One would place the file in a corresponding sub-directory:

import os,os.path,shutils

os.makedirs( os.path.dirname(relpath) )
shutils.move( fn, relpath )

and then create announcements to advertise the file.

Use of Message Queueing Protocols for WMO

This repository documents the work of a WMO commitee tasked with modernizing how member states of the World Meteorological Organization to exchange data. The traditional techniques involve sending messages over X.25 channels between weather centres using methods defined by the WMO 306 (Manual on Codes) and WMO 386 (Manual on the GTS.) All of those technologies pre-date the internet and are obsolete.

There are now many technologies which can be adopted from the wider world, and most of the problem solved by those specifications aren't a problem any more. Sending data is something very common on the internet, protocols like TCP, or even higher level, file transfers, such as SFTP or S3 exist and work well.

Weather forecasting, in particular, has a need for timely data dissemination. A two day old forecast is an (poor) observation. If data arrives too late, it cannot be used to produce a forecast, or worse, a severe weather warning. So there is the long standing need "meteorological real-time" alerting, where the time to transmit data is on the order of a few seconds.

Message Queueing Protocols (MQP), such as AMQP and MQTT, for example, provide a good base for the notification propagation that WMO still needs. There is a wide variety of MQP technologies, with no clear dominant one, and the emergence of a better one in the future is not unlikely. The WMO's approach is to to identify a few properties of MQP's that are core to the intended purpose, and not to bind too closely to an individual MQP.

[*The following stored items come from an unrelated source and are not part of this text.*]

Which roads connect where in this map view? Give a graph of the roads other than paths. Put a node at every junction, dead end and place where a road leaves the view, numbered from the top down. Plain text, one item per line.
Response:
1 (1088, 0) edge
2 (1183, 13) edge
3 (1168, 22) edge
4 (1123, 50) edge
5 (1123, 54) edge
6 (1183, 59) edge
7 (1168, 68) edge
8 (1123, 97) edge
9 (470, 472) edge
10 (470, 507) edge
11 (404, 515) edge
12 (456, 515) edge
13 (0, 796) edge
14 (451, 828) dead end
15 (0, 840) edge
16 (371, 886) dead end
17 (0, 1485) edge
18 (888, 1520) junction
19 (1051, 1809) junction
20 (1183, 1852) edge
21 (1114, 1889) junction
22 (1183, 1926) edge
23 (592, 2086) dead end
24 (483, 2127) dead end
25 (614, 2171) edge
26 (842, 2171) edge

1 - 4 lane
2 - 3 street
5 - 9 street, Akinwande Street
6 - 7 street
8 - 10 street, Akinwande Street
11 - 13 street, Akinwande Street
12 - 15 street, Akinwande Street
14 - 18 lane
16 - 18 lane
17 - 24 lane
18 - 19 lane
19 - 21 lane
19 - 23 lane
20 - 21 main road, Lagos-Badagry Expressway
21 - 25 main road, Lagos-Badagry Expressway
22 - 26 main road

Key Message Queueing Protocol Features

The plan is to have messages routed through hubs (often called brokers) that perform filtering based on hierarchical topics. MQTT is likely the simplest embodiment of that plan, where it's core concepts embody precisely that model. AMQP, on the other hand, provides a swiss-army knife approach to messaging, and one must prune features to only use a small subset. In AMQP only topic-based exchanges are used.

Message Format

The message format was hashed out in WMO meetings in 2018 and 2019, and the results have been imported into this repository. There is no intent to lock the WMO into a particular MQP. Rather the message encoding is MQP agnostic JSON format, as defined in the message_format sub-directory in this repository.

For more information on the message format please consult the README.rst file in that directory.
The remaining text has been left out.